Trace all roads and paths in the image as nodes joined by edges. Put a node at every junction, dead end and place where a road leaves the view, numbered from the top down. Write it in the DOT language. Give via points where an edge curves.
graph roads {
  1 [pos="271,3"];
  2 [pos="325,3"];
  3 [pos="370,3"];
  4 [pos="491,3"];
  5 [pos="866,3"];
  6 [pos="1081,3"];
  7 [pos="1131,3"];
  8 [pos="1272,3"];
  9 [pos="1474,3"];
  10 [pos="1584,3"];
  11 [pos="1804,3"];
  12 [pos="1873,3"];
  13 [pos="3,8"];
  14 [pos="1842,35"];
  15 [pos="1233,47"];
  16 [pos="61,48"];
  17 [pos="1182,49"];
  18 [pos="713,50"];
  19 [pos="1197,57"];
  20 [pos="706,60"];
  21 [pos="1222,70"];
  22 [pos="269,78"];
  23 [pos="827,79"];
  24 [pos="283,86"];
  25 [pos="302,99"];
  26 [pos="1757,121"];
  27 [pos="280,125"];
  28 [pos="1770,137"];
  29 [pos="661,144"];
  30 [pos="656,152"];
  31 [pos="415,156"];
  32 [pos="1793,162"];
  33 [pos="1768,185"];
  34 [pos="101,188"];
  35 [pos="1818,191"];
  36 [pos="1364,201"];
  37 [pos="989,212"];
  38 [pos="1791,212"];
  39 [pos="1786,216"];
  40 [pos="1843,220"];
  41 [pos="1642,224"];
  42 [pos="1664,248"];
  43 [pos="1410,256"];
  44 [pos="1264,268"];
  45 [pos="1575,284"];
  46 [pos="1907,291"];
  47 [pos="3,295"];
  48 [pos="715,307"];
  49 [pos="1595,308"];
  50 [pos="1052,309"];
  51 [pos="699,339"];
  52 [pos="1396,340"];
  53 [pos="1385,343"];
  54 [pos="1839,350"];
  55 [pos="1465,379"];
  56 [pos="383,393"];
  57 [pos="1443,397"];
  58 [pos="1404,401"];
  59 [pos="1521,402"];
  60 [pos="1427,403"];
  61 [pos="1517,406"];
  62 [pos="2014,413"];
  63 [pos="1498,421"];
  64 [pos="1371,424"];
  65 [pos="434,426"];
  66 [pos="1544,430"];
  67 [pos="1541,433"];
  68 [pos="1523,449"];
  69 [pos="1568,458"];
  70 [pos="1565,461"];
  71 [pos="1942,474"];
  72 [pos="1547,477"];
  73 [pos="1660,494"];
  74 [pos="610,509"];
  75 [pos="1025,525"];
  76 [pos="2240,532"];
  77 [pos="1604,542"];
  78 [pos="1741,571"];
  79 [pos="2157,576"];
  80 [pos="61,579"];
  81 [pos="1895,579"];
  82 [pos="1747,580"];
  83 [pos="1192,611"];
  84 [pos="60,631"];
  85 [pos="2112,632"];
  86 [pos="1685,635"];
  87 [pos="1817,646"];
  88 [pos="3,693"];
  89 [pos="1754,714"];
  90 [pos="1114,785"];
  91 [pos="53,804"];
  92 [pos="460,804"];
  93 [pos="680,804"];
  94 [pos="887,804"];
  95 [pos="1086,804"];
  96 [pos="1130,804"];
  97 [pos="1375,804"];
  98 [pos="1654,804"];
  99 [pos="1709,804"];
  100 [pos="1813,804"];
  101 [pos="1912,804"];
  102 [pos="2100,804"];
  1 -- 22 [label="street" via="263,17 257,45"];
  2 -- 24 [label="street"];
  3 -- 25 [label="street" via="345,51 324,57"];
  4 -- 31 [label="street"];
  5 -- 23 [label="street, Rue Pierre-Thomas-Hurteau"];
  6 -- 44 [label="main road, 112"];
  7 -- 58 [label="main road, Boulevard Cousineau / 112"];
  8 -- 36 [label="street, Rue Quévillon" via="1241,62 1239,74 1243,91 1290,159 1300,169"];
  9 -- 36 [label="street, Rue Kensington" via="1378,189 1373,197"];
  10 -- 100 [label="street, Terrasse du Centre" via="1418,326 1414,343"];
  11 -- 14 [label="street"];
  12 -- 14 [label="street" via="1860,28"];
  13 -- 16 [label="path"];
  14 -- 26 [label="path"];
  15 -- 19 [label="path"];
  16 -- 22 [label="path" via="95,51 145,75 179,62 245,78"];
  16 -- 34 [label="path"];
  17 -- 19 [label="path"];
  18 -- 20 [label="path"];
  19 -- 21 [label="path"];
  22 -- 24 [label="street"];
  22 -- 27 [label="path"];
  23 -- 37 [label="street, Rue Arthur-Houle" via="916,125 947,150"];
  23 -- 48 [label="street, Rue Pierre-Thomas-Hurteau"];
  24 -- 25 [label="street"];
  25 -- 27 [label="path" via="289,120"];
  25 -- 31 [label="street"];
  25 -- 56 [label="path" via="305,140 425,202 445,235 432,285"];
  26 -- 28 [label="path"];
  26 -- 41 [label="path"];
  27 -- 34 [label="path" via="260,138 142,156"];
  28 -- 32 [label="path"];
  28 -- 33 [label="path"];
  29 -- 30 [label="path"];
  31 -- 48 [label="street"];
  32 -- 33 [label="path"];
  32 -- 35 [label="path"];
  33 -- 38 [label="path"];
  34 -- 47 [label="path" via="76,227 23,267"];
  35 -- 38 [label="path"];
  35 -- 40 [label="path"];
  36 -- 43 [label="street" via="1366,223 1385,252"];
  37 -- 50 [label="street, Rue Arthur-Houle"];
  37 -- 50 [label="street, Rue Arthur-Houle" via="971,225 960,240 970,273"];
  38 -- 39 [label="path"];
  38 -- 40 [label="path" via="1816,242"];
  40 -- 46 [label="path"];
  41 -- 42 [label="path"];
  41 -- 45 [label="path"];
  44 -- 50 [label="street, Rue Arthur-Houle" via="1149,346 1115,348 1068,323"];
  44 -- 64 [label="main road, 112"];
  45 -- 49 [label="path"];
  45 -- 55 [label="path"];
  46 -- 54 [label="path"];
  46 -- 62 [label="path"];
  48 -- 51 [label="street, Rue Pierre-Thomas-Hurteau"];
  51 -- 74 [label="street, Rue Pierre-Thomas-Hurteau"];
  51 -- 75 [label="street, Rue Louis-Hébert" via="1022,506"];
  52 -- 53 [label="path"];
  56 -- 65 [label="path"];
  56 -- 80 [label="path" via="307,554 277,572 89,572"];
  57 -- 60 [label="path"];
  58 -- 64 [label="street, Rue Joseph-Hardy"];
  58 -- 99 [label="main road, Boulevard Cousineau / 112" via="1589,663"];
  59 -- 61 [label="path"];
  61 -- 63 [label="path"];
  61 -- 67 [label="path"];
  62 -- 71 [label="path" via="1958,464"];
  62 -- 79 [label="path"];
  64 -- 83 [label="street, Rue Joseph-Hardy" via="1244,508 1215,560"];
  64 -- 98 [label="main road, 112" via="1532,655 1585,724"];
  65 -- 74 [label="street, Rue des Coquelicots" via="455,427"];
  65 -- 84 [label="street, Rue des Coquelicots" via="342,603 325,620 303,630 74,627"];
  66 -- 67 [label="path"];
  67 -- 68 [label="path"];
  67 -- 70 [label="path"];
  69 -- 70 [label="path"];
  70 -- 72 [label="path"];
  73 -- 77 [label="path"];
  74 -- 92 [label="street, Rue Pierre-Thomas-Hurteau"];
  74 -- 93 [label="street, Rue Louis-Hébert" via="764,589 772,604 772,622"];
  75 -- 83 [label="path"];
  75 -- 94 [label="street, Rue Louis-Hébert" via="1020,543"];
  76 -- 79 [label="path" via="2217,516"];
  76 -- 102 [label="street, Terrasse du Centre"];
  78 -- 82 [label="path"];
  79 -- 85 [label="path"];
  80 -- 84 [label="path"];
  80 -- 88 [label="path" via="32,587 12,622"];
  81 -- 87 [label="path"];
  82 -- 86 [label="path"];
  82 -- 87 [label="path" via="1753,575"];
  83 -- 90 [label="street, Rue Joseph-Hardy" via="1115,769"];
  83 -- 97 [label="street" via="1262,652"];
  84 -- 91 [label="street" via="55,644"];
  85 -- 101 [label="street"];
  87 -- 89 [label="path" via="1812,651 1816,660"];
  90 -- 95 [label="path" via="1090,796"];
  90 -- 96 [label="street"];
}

• • • • • • •

(Task to complete): Write the number of lines in the listing above that contain the word "Coquelicots". No other text should appear.

(Your solution): 2